ACTIVITY:
A faithful copy of the data is the goal; set it down exactly, without the images.

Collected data
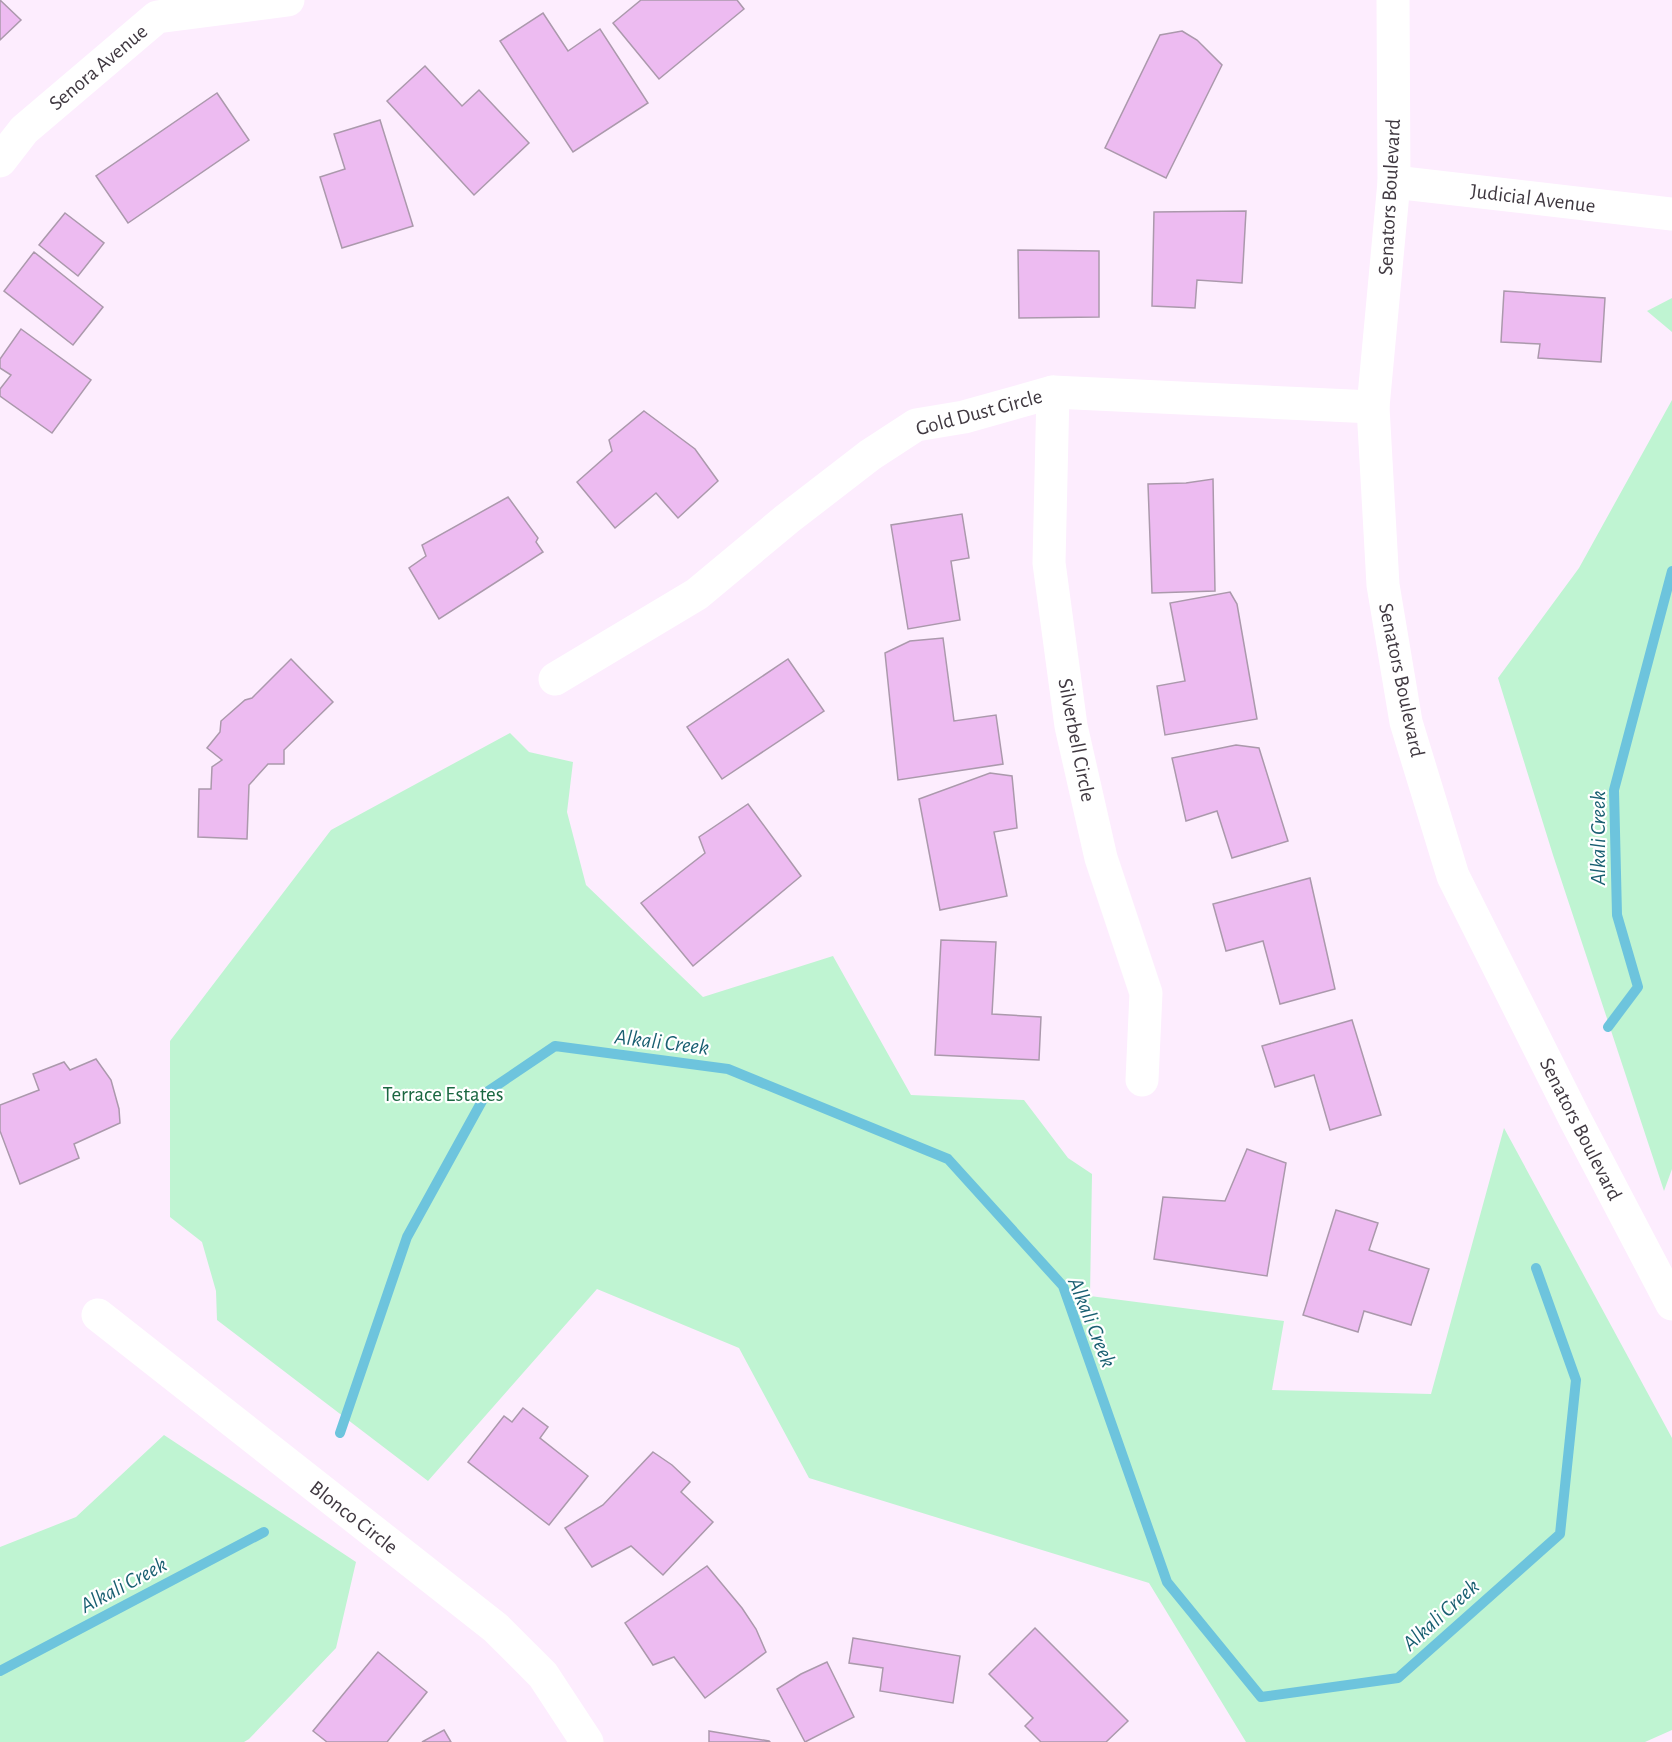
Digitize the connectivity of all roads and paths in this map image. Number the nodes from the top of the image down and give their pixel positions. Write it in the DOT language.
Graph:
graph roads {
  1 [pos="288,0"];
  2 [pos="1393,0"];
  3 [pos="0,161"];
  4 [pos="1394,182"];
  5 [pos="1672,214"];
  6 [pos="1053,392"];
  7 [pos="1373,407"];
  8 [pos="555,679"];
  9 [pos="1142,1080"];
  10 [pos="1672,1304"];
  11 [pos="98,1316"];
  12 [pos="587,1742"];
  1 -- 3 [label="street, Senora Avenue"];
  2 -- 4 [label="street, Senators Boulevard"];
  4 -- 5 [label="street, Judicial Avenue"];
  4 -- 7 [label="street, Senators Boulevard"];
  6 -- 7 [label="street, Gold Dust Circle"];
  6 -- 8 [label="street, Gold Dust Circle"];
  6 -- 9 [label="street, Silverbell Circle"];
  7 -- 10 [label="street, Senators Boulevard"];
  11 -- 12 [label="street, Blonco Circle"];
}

RESPONSE TO THIS EXERCISE:
Digitize the connectivity of all roads and paths in this map image. Number the nodes from the top of the image down and give their pixel positions. Write it in the DOT language.
Graph:
graph roads {
  1 [pos="288,0"];
  2 [pos="1393,0"];
  3 [pos="0,161"];
  4 [pos="1394,182"];
  5 [pos="1672,214"];
  6 [pos="1053,392"];
  7 [pos="1373,407"];
  8 [pos="555,679"];
  9 [pos="1142,1080"];
  10 [pos="1672,1304"];
  11 [pos="98,1316"];
  12 [pos="587,1742"];
  1 -- 3 [label="street, Senora Avenue"];
  2 -- 4 [label="street, Senators Boulevard"];
  4 -- 5 [label="street, Judicial Avenue"];
  4 -- 7 [label="street, Senators Boulevard"];
  6 -- 7 [label="street, Gold Dust Circle"];
  6 -- 8 [label="street, Gold Dust Circle"];
  6 -- 9 [label="street, Silverbell Circle"];
  7 -- 10 [label="street, Senators Boulevard"];
  11 -- 12 [label="street, Blonco Circle"];
}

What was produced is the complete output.